_Provided entries_
##############################

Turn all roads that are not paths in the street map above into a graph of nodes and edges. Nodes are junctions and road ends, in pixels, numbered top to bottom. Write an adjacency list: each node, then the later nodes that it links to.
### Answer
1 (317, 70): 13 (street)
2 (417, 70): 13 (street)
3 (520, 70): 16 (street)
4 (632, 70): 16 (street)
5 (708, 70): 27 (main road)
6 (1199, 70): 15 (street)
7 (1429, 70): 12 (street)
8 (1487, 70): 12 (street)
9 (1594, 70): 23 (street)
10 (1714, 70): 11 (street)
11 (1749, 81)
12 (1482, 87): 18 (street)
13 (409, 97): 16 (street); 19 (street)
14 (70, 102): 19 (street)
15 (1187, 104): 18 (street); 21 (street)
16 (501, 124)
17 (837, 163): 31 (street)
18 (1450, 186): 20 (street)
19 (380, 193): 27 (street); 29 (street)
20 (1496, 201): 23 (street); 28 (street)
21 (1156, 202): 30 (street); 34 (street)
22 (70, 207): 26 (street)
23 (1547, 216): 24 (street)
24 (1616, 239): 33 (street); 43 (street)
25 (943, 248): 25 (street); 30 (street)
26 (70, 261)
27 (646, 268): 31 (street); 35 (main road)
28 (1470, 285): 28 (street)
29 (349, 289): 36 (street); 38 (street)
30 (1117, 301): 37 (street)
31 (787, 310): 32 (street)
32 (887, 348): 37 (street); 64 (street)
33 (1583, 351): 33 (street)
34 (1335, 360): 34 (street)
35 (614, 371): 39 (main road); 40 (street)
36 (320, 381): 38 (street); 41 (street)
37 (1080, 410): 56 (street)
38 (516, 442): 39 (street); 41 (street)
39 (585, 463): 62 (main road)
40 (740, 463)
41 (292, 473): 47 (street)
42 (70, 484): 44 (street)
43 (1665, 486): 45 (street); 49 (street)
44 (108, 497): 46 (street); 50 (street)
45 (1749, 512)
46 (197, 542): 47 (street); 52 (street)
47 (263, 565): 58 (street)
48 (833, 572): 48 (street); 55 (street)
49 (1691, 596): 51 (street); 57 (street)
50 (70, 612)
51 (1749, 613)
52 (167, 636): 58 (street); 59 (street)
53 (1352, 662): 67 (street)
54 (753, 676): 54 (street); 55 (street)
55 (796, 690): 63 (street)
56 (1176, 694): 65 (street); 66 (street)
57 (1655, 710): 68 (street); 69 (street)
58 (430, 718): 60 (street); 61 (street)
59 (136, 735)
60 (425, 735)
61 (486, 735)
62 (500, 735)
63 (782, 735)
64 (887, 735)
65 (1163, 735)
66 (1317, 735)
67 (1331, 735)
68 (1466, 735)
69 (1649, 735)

##############################

_Work to complete_
The answer is every line in the data where the word "road" appears.

_Output of the exercise_
Turn all roads that are not paths in the street map above into a graph of nodes and edges. Nodes are junctions and road ends, in pixels, numbered top to bottom. Write an adjacency list: each node, then the later nodes that it links to.
5 (708, 70): 27 (main road)
27 (646, 268): 31 (street); 35 (main road)
35 (614, 371): 39 (main road); 40 (street)
39 (585, 463): 62 (main road)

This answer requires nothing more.